Dataset entries:
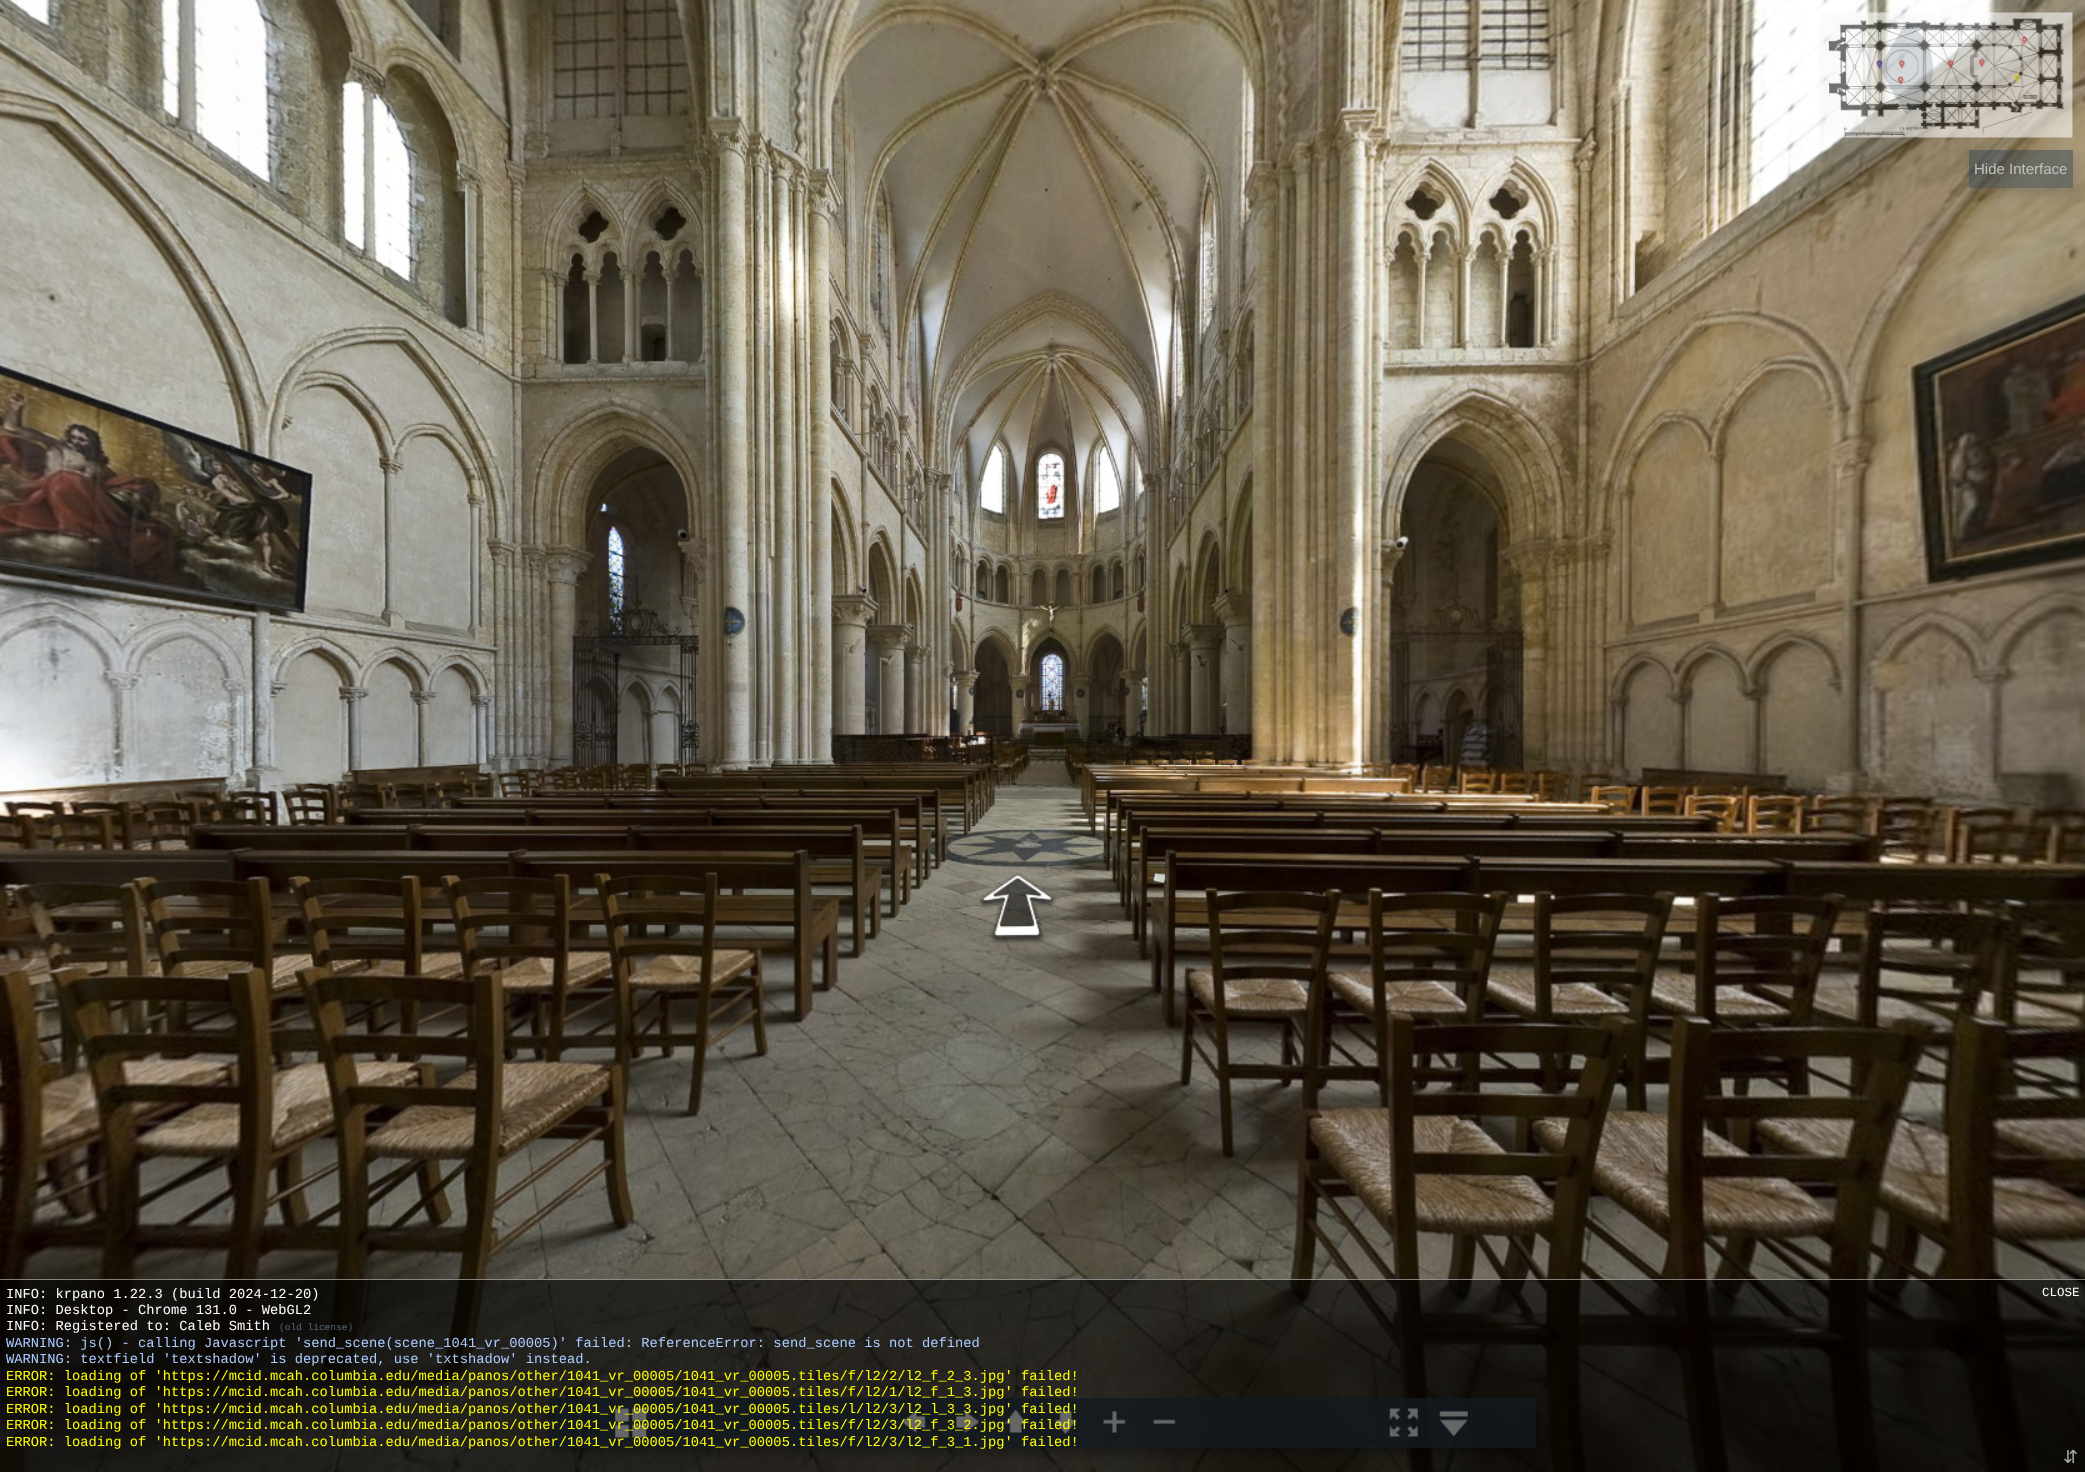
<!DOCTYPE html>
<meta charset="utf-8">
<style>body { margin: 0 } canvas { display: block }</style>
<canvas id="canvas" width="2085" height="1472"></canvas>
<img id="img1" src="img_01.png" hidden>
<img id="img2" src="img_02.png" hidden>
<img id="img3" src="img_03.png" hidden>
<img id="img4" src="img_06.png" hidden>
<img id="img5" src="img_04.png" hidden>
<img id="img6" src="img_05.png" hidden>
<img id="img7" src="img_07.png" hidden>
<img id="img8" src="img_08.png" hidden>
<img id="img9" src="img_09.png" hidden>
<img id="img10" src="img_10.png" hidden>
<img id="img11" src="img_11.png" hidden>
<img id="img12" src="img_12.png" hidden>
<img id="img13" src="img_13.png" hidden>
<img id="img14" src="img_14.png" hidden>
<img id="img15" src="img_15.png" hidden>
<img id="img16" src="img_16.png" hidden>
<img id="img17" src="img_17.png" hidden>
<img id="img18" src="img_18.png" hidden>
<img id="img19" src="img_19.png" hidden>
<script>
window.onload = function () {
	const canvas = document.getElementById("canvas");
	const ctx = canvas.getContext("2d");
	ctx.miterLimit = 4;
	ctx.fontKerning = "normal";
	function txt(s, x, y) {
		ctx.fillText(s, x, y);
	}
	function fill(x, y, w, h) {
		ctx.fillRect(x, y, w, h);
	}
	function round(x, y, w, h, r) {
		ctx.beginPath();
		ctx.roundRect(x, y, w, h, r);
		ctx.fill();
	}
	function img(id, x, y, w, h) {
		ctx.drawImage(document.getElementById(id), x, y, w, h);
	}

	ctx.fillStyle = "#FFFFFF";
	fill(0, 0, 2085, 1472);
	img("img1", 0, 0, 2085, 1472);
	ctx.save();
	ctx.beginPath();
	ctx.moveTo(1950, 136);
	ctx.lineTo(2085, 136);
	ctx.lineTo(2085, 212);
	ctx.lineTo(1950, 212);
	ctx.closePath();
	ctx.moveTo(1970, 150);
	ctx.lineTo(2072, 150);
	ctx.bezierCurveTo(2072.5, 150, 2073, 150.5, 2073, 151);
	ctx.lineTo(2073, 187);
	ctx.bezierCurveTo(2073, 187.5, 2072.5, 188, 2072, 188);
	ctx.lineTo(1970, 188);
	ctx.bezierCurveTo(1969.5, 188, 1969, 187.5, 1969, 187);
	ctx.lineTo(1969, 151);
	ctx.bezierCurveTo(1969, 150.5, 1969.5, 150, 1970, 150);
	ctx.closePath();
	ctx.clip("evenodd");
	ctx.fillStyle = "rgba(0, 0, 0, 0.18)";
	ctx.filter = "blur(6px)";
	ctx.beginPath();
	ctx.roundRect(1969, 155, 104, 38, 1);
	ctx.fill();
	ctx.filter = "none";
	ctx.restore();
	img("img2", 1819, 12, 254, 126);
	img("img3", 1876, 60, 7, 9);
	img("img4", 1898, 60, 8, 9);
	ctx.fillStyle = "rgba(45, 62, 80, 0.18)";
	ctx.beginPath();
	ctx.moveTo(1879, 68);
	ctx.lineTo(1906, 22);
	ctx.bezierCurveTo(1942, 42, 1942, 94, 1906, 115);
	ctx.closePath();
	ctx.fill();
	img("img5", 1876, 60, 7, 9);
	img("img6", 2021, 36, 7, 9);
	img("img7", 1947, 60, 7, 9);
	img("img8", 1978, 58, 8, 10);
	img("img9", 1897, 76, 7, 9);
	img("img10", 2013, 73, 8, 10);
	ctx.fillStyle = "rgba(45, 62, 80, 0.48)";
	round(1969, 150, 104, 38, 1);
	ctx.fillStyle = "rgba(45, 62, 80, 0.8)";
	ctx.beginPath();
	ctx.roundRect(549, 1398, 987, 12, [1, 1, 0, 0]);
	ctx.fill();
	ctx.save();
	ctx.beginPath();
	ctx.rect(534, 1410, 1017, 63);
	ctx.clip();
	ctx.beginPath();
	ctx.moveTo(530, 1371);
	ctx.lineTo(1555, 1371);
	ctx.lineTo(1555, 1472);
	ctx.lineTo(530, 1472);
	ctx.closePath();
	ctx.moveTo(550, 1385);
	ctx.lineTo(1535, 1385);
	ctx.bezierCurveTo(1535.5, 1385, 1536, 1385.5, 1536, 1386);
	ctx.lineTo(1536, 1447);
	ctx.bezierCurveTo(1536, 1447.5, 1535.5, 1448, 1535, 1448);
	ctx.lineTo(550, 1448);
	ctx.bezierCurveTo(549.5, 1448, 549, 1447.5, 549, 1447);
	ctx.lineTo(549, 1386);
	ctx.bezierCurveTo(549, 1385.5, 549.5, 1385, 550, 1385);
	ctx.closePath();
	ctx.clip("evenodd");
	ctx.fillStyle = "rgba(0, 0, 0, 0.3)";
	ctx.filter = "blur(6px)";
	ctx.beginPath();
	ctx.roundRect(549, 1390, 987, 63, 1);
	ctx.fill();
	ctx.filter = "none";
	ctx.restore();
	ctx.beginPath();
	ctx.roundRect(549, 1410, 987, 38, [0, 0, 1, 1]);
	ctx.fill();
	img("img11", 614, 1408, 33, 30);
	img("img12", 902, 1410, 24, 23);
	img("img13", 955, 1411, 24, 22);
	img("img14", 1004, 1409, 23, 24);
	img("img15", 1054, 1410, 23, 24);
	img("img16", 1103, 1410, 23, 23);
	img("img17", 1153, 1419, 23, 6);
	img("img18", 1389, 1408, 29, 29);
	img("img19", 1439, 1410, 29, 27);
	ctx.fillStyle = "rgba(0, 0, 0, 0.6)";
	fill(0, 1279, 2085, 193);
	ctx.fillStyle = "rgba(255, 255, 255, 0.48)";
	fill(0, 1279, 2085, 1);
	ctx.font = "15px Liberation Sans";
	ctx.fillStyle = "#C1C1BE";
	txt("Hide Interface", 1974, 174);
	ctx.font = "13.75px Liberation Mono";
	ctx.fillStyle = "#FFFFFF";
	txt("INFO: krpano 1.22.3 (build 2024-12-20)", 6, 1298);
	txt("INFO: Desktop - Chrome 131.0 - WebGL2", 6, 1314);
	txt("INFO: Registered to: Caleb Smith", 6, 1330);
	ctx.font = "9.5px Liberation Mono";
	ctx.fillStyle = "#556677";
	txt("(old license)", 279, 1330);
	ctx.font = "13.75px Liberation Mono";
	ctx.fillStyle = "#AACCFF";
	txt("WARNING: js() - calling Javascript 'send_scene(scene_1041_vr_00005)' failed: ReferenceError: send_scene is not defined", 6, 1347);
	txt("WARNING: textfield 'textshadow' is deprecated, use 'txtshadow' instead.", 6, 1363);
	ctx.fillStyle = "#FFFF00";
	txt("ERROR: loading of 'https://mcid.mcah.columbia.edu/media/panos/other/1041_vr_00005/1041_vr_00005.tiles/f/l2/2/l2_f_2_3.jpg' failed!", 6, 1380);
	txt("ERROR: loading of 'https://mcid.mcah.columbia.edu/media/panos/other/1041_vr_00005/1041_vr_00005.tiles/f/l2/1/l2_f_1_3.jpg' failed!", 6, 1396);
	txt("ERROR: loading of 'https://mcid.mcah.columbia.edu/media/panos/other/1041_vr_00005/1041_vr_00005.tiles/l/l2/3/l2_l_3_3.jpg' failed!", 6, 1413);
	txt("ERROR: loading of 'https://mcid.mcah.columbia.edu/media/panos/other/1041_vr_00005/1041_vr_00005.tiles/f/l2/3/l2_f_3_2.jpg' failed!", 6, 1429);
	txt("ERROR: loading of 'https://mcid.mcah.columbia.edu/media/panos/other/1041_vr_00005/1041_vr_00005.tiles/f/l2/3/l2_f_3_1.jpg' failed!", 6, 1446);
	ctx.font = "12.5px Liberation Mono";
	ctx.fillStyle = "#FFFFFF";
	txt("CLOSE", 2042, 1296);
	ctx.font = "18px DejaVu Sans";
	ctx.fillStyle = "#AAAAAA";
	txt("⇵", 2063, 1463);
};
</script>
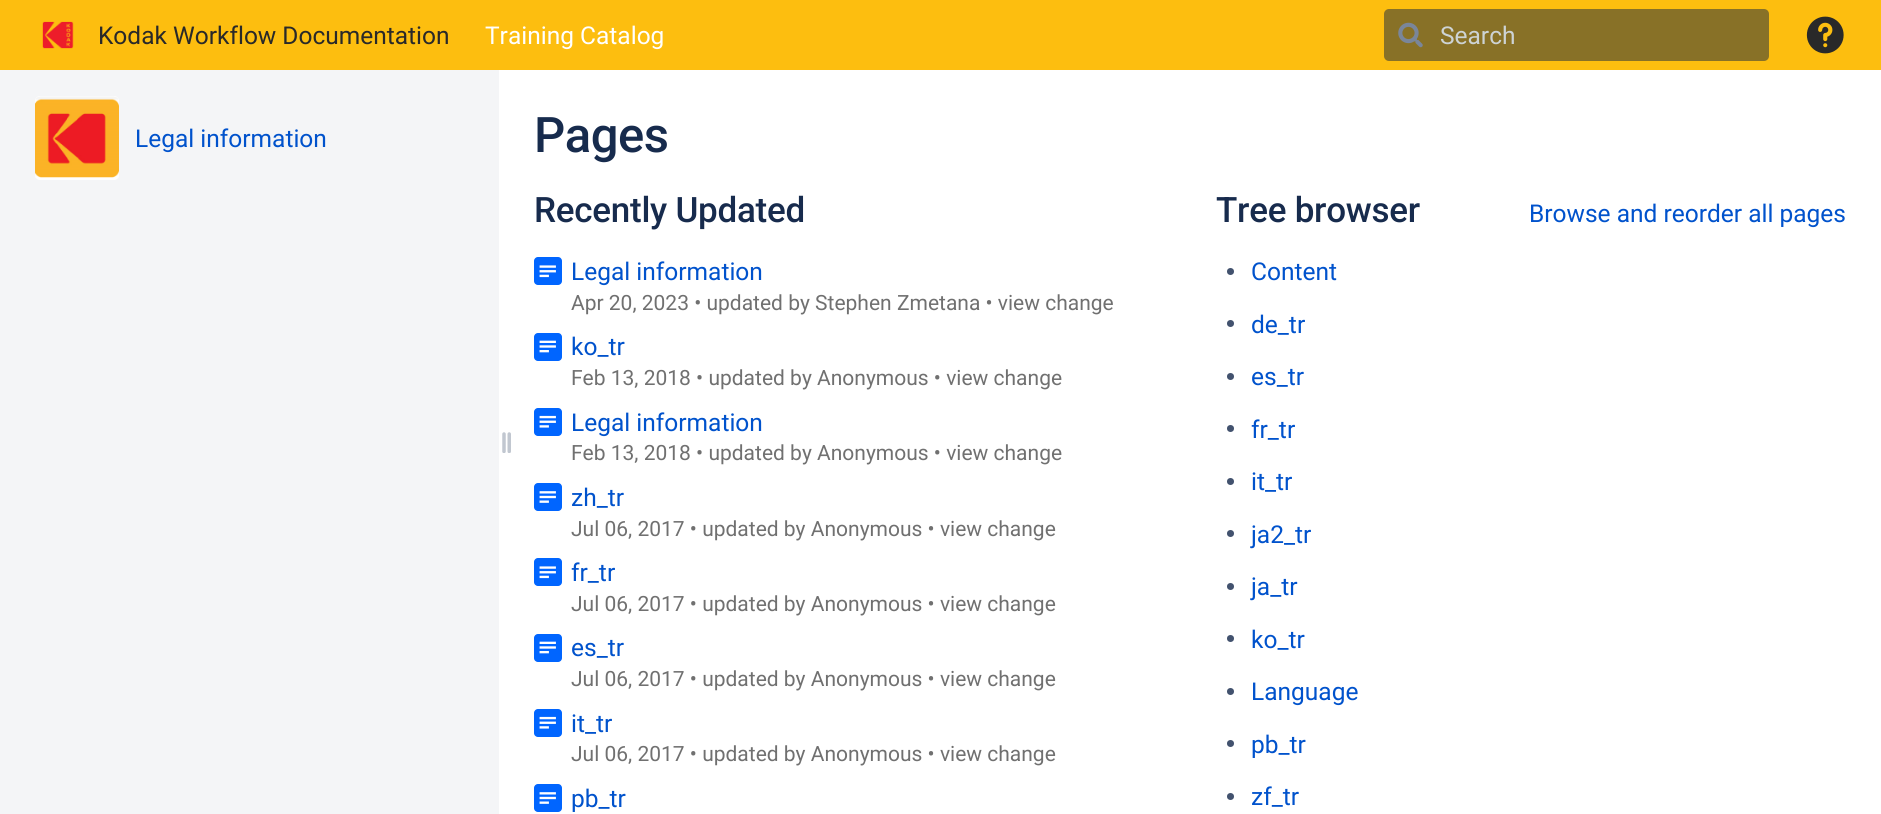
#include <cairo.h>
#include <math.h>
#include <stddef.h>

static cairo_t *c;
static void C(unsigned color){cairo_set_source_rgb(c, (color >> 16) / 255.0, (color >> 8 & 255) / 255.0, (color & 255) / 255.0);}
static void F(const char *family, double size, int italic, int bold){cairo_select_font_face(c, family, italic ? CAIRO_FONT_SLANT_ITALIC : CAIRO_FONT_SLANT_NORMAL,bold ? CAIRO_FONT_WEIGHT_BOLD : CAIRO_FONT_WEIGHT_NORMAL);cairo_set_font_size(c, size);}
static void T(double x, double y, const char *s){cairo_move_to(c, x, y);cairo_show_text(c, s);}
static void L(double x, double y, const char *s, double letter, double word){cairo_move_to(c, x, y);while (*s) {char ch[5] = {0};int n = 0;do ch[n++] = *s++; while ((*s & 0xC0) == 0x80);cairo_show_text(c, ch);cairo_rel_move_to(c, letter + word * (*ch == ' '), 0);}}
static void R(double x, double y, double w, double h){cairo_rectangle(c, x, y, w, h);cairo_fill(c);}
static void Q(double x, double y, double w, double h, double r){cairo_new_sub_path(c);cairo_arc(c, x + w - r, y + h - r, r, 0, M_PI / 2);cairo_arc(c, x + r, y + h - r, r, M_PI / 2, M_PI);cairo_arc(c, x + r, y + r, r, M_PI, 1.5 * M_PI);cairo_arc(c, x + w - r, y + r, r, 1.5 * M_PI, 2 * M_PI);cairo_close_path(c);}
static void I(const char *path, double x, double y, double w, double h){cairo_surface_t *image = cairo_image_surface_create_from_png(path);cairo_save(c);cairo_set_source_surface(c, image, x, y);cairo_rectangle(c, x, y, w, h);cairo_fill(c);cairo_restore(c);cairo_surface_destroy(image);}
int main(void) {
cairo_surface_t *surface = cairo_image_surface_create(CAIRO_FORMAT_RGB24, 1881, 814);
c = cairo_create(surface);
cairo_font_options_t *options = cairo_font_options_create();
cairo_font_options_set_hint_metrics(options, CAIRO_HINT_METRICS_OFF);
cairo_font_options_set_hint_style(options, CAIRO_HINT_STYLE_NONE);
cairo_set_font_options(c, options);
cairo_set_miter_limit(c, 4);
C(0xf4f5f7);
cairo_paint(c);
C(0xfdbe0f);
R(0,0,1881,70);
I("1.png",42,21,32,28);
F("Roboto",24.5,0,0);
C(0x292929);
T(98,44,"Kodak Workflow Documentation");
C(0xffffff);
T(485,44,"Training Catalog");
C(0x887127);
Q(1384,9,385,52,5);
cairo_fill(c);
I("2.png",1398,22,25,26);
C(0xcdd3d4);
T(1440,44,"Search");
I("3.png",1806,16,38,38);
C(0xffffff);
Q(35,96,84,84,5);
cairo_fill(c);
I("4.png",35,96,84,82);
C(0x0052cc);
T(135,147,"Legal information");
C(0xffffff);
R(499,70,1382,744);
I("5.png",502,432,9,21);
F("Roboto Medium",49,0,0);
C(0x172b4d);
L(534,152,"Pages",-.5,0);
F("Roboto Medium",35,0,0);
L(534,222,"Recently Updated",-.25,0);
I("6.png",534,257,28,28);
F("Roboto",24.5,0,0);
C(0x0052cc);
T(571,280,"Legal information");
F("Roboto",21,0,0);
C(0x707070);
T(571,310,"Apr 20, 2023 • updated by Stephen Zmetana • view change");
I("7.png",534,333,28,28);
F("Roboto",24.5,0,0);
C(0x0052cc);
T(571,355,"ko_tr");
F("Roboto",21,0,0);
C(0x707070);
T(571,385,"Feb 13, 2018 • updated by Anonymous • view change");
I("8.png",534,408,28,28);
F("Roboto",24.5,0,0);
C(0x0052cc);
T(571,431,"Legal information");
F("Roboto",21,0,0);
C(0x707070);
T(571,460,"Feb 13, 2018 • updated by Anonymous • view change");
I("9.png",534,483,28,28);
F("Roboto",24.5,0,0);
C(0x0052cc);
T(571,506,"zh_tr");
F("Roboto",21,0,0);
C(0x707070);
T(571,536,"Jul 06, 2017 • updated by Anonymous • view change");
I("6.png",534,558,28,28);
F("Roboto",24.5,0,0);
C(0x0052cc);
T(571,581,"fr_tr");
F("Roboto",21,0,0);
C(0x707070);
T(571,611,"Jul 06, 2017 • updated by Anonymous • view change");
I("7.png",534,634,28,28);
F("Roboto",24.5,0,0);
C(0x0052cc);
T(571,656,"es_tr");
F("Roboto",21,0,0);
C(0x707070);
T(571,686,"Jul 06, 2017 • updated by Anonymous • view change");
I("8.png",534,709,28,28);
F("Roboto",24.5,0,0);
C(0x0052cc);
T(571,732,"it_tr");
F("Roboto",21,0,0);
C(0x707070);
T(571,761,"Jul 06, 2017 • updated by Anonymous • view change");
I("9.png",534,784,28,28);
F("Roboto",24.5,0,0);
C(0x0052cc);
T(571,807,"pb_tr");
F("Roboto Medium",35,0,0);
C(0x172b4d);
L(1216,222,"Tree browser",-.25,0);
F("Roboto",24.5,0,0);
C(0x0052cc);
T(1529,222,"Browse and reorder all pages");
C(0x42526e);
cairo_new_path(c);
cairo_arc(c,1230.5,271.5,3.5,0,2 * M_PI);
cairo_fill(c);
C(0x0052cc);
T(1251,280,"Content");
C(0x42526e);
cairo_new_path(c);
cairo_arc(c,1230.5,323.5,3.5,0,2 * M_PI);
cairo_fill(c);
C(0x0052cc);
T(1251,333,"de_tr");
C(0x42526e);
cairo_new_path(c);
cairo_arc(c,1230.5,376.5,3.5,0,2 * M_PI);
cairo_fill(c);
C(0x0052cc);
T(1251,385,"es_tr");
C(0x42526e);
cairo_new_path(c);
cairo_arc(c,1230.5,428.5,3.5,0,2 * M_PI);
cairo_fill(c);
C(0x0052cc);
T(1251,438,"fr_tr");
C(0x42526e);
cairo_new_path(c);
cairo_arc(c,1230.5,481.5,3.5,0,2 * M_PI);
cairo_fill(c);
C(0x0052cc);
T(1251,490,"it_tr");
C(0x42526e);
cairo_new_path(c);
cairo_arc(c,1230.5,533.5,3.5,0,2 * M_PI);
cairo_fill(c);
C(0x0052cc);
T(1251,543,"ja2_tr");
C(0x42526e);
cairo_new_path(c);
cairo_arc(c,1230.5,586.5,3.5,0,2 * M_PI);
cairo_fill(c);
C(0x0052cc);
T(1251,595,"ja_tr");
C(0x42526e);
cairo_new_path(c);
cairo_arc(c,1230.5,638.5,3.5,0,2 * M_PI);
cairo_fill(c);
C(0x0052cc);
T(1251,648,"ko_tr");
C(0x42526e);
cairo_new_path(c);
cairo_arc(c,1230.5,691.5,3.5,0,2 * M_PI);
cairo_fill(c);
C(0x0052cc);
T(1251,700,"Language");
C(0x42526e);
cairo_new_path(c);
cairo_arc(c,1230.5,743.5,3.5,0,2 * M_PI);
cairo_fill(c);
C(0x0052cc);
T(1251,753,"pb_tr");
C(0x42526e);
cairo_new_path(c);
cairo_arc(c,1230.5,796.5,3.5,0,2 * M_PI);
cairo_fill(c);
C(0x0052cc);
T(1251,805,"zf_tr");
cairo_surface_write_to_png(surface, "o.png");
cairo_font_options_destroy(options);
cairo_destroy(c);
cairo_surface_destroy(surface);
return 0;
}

#### Task prompt:
Set down, exactly as they stand above, the lines starting with the line with "c = cairo_create(surface);" and going on through the line with "cairo_set_font_options(c, options);", and no others.

#### Solution for this task:
c = cairo_create(surface);
cairo_font_options_t *options = cairo_font_options_create();
cairo_font_options_set_hint_metrics(options, CAIRO_HINT_METRICS_OFF);
cairo_font_options_set_hint_style(options, CAIRO_HINT_STYLE_NONE);
cairo_set_font_options(c, options);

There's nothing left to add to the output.